# WHAT NEEDS TO BE DONE:
Give back each line of the material that contains the word "улица".

# DATASET:
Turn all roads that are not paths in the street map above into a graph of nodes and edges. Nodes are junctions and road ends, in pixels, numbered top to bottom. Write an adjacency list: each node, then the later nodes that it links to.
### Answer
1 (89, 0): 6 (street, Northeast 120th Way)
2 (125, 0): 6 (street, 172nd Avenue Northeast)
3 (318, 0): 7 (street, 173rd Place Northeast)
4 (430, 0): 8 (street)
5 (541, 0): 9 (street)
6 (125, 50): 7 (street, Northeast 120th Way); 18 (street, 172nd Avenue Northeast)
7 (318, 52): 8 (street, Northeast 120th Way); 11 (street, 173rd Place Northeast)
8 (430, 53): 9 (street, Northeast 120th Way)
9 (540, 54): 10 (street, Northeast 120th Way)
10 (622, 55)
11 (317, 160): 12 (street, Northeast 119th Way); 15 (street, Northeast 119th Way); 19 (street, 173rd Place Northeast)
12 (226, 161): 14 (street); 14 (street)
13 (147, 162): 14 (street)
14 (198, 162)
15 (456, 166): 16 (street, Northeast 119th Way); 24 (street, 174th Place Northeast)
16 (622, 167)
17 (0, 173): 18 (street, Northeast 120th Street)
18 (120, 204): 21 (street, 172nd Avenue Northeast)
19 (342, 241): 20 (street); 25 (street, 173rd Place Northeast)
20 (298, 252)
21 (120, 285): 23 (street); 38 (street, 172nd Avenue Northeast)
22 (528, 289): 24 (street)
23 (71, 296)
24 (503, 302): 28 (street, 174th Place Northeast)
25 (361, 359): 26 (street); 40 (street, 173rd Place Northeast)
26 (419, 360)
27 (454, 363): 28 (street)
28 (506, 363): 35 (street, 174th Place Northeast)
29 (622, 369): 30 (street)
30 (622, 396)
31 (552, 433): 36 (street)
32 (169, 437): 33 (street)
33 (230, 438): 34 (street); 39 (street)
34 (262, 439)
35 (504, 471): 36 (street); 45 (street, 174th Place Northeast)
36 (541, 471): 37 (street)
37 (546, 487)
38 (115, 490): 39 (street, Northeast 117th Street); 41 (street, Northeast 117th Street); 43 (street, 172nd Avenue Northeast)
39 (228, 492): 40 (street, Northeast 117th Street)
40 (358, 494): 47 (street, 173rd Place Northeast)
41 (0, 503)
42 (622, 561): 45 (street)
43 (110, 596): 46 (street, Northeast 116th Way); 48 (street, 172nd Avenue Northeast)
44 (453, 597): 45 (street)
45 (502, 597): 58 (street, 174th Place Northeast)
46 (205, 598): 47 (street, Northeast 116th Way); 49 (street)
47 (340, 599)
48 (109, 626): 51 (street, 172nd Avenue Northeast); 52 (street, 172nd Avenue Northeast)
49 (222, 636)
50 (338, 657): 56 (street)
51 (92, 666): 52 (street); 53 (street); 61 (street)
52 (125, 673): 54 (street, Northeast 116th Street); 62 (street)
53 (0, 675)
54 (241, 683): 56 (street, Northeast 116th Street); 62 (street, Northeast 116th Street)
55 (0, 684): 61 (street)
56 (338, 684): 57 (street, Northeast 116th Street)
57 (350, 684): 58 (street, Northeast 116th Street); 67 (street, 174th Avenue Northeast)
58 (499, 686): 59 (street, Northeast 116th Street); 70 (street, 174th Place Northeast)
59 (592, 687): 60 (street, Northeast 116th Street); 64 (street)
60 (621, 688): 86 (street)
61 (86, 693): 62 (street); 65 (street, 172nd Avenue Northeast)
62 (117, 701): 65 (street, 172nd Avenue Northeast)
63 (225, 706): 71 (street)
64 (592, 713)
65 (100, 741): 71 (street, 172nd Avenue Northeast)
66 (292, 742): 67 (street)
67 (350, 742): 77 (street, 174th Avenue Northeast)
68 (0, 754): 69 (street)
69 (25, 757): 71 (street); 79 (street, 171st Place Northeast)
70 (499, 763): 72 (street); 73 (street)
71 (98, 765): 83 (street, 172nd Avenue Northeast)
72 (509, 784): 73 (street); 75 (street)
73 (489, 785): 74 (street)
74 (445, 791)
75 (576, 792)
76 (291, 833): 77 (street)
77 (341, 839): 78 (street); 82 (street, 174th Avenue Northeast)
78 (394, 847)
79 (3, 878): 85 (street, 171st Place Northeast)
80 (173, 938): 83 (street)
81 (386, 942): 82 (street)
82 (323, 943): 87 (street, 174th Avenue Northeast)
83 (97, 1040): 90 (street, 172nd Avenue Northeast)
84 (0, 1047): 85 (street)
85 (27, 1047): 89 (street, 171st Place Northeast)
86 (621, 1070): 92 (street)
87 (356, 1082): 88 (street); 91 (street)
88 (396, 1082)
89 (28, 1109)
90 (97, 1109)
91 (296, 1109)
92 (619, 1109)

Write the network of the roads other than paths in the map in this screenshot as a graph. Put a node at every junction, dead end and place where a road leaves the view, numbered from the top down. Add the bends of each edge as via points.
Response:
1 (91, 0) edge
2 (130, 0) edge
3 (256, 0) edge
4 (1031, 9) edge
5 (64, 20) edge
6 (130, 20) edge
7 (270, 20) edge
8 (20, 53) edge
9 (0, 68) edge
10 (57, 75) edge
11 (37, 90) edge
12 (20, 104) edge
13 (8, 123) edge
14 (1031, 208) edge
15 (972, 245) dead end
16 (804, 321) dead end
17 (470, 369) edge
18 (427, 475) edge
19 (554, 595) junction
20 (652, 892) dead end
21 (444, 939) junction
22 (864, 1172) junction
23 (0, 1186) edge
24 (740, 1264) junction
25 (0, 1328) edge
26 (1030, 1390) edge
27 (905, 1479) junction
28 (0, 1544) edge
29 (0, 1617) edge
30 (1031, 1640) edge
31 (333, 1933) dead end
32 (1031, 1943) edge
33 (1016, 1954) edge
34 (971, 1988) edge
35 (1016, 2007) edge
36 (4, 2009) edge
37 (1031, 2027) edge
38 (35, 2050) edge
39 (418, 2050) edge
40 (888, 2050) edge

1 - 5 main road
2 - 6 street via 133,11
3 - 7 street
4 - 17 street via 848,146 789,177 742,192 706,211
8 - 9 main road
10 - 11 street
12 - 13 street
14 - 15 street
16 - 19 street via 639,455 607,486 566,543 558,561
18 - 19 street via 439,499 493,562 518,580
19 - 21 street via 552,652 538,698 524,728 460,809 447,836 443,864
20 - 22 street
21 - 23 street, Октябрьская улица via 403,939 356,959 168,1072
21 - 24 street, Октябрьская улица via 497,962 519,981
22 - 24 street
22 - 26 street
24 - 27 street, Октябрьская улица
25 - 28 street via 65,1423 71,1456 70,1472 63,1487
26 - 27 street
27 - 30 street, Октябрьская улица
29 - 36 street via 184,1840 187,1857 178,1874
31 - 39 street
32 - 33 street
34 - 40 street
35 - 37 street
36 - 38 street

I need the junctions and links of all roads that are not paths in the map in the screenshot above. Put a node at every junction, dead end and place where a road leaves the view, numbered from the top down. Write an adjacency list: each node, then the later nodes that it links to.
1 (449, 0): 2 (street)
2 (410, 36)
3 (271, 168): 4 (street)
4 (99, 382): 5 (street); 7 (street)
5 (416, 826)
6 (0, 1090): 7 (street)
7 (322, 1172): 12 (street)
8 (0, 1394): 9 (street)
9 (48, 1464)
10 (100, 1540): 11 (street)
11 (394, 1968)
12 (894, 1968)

# SOLUTION BELOW:
21 - 23 street, Октябрьская улица via 403,939 356,959 168,1072
21 - 24 street, Октябрьская улица via 497,962 519,981
24 - 27 street, Октябрьская улица
27 - 30 street, Октябрьская улица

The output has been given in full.